Published 3 April 2012 by Lucy Bower
There are murmurs that the UK economy slipped back into recession this year. If it's true, we may see additional pressure on the Bank of England to
inject more cash into the economy with a further round of quantitative easing, reports the dailypost.co.uk.
The UK economy shrank by 0.3% in the final quarter of last year. If it shrank in the first quarter of 2012 too, it would mean the economy went back
into recession. According to unofficial analysis by the Organisation for Economic Co-operation and Development (OECD), the economy did shrink,
by 0.1% in the first quarter of this year.
The Bank of England's Monetary Policy Committee (MPC) is responsible for the quantitative easing (QE) that happens here and at the moment it has
already injected £325 billion - £50 billion in February alone. The BoE has also kept interest rates at 0.5% since March 2009.
Two of the MPC's nine members are expected to call for a further £25 billion of QE, but many analysts believe the Bank wouldn't do this until at least
next month, as the latest bout of QE has not yet been rolled out completely.
Economists think that economic growth will be sluggish for the next three months and some MPC members believe further quantitative easing would help
By injecting cash into the monetary system, the Bank hopes to stimulate economic growth.
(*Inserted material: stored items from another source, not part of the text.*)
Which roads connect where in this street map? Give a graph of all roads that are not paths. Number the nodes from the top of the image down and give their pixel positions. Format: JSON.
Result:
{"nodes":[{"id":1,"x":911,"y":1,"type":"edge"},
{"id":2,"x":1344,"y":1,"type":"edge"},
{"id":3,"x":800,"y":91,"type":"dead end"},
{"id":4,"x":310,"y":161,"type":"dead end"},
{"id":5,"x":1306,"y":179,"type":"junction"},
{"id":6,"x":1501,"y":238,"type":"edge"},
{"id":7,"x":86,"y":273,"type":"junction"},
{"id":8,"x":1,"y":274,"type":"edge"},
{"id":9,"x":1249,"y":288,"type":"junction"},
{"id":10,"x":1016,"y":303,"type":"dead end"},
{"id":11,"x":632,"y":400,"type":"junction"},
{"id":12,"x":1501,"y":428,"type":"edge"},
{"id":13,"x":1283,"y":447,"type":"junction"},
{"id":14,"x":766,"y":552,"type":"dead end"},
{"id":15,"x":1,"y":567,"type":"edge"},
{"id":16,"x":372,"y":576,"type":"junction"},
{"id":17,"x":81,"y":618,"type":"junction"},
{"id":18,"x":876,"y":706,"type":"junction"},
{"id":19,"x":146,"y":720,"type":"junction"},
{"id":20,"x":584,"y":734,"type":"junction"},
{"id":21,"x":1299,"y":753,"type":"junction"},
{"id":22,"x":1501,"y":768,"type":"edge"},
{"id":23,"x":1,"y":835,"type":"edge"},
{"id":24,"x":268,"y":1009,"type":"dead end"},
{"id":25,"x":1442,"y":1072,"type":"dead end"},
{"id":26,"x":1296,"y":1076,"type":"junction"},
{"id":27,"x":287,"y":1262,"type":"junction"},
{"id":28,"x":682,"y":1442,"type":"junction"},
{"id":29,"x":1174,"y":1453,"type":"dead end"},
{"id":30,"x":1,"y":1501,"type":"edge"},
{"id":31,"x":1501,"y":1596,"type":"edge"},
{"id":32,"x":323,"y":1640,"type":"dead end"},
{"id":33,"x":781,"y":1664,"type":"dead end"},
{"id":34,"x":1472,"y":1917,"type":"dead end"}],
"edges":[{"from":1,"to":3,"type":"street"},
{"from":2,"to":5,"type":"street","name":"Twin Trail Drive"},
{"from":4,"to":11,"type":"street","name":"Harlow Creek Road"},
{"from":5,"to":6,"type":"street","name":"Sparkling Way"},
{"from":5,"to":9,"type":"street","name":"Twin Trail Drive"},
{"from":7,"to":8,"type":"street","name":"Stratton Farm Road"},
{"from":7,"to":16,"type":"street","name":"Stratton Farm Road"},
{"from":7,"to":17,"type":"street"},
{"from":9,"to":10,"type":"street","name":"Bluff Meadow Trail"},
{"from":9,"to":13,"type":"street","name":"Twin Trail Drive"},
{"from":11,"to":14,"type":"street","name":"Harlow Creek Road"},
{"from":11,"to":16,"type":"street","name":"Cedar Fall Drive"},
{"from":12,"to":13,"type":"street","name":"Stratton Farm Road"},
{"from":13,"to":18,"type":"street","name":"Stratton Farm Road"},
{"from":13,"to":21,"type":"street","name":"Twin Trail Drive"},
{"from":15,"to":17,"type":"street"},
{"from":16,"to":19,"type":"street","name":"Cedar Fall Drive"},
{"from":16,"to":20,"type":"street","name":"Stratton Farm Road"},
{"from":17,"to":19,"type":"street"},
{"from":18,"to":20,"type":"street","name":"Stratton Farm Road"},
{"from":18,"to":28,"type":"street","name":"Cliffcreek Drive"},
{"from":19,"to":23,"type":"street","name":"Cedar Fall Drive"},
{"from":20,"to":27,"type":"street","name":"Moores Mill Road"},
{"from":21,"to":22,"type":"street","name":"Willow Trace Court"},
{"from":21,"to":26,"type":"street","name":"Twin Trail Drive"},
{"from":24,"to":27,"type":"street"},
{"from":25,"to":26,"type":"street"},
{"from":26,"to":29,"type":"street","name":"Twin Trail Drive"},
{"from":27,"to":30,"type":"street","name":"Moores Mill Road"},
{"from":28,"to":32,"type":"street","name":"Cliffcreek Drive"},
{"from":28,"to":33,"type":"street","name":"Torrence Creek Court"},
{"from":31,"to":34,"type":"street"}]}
That trickles down to each individual as it become easier to
obtain credit and so we're more likely to spend. Businesses should find it easier to borrow money too when there's more cash available, meaning they
can grow and create jobs.
However, there is an alternative argument that quantitative easing (sometimes known as 'printing money') actually devalues the money in your pocket, at
a time when many people are finding their disposable incomes squeezed already.